▼

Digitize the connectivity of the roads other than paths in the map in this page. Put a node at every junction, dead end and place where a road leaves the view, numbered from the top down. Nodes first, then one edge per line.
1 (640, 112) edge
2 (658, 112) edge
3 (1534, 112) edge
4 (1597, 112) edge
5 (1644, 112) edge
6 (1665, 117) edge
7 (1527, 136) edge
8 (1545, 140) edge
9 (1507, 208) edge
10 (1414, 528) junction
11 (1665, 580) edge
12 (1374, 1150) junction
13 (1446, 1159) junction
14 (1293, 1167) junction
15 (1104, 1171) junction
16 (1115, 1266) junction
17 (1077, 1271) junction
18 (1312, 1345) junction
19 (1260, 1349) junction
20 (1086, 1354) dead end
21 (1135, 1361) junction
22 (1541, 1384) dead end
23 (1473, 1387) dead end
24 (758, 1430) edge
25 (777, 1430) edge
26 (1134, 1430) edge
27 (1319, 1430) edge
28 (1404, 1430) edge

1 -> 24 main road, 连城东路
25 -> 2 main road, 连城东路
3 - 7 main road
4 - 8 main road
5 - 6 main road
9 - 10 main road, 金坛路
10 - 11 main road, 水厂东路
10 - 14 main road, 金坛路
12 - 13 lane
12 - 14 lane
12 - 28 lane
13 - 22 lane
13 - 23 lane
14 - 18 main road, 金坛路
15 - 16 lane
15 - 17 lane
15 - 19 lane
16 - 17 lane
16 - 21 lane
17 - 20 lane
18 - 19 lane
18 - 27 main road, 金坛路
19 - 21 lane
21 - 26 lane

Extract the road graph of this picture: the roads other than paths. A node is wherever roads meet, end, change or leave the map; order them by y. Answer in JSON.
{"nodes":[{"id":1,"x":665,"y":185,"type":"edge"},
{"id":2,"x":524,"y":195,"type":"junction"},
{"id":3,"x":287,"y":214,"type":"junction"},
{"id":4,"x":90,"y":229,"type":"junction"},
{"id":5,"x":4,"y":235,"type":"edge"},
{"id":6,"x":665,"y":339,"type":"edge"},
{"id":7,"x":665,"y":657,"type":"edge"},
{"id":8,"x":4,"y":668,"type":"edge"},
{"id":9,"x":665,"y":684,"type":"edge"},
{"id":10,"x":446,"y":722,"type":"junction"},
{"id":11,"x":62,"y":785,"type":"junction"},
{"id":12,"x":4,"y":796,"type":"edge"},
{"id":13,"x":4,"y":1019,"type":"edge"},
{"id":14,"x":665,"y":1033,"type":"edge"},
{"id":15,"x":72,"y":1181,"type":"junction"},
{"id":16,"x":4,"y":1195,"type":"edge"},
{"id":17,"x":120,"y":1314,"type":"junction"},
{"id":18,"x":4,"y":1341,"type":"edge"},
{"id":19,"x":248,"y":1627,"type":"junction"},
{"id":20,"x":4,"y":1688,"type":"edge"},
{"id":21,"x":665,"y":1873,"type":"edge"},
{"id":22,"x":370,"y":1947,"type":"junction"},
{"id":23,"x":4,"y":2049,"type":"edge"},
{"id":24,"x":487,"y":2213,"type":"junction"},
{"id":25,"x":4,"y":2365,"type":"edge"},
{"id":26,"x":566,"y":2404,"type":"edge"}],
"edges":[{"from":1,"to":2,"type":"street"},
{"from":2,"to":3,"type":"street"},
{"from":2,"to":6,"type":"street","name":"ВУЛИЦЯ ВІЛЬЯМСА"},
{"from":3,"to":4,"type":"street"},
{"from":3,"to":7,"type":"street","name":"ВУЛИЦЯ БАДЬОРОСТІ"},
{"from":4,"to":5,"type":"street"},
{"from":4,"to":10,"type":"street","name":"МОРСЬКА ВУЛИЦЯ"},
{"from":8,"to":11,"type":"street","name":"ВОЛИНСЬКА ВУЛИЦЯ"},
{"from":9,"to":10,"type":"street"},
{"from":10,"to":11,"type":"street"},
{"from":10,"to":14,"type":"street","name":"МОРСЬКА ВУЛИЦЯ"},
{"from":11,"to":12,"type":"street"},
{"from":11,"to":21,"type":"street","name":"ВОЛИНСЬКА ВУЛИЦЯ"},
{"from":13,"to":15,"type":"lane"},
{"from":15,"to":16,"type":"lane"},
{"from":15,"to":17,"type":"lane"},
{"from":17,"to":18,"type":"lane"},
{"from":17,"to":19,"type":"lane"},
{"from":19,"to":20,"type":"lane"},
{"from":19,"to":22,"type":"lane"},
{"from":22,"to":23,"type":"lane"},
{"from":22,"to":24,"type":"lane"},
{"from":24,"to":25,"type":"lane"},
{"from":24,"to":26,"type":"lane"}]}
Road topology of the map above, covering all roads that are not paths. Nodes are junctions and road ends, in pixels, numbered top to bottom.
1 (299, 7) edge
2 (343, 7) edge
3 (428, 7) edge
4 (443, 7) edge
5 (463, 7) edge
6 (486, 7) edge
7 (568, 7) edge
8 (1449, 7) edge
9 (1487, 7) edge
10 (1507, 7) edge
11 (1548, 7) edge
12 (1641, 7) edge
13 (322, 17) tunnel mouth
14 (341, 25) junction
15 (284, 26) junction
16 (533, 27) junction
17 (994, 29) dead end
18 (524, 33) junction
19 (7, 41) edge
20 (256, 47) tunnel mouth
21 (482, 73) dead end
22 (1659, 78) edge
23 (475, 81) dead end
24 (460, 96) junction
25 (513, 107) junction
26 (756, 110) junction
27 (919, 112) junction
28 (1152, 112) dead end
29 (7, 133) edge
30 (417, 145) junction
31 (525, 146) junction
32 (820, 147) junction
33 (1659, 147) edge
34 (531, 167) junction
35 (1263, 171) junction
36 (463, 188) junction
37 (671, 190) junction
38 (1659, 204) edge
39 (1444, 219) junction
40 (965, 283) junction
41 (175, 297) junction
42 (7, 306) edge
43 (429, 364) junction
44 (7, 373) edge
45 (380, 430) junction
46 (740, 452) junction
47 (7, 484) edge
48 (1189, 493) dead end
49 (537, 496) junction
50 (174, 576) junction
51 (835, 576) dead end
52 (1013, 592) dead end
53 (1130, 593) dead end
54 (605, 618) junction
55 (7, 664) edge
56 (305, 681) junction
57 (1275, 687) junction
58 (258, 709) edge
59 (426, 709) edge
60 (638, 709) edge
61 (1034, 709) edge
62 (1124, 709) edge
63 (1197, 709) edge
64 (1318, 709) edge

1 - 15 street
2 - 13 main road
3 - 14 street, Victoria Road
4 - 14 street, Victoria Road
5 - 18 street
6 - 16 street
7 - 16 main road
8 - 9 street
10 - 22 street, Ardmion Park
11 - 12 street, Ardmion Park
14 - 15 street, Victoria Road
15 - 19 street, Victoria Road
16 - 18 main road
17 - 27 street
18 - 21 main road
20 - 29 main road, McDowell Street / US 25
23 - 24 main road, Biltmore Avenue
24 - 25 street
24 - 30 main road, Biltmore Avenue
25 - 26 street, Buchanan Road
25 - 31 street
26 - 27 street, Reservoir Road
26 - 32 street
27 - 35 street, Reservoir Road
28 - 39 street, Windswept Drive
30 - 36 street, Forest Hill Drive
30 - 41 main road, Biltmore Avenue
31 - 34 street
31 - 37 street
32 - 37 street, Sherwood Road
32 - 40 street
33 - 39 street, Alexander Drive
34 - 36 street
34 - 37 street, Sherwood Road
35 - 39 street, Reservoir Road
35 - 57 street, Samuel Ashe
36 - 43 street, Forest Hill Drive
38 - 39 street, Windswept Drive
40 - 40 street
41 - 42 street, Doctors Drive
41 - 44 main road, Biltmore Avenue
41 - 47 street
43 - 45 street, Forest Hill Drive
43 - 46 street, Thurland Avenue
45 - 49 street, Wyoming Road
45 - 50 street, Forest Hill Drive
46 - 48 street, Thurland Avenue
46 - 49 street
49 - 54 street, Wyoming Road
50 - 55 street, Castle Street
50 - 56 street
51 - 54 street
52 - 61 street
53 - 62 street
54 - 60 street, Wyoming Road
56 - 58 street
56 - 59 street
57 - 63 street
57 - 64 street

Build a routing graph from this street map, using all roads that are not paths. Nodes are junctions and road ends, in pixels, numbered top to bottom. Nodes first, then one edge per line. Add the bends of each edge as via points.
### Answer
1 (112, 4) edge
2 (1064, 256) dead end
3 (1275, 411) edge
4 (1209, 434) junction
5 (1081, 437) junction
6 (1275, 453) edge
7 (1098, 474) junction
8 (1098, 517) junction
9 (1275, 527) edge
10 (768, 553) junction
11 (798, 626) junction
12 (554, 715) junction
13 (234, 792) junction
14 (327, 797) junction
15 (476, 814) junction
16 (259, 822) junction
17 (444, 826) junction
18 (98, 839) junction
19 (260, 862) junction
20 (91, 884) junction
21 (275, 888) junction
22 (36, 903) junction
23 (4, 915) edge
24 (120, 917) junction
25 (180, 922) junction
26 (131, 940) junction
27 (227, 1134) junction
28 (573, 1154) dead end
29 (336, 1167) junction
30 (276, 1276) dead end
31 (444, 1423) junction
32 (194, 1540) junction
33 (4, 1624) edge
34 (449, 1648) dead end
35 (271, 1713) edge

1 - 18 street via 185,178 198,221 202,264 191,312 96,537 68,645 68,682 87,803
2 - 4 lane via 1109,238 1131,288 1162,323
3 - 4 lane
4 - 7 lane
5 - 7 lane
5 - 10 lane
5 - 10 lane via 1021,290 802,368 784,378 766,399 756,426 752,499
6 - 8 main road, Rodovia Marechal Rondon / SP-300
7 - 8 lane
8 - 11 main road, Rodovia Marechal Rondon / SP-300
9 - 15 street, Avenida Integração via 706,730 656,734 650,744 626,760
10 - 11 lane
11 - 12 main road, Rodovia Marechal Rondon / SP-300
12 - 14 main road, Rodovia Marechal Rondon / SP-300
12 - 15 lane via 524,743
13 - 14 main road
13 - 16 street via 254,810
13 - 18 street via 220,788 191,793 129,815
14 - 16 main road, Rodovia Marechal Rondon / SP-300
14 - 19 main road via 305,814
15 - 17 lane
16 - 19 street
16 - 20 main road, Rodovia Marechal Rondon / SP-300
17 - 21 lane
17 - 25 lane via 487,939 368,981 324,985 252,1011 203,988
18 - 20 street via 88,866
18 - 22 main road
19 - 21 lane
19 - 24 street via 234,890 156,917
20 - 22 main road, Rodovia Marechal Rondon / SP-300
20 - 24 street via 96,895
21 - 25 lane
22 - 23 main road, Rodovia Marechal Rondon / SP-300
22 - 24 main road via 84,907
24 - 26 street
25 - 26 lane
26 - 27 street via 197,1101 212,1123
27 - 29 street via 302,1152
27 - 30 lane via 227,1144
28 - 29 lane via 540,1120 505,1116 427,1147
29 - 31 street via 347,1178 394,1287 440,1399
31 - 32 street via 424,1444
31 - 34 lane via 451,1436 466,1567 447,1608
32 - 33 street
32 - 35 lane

▲

### ASSIGNMENT:
Could you find each line in the entries that contains the string "Wyoming" and copy it?

### COMPLETED EXERCISE:
45 - 49 street, Wyoming Road
49 - 54 street, Wyoming Road
54 - 60 street, Wyoming Road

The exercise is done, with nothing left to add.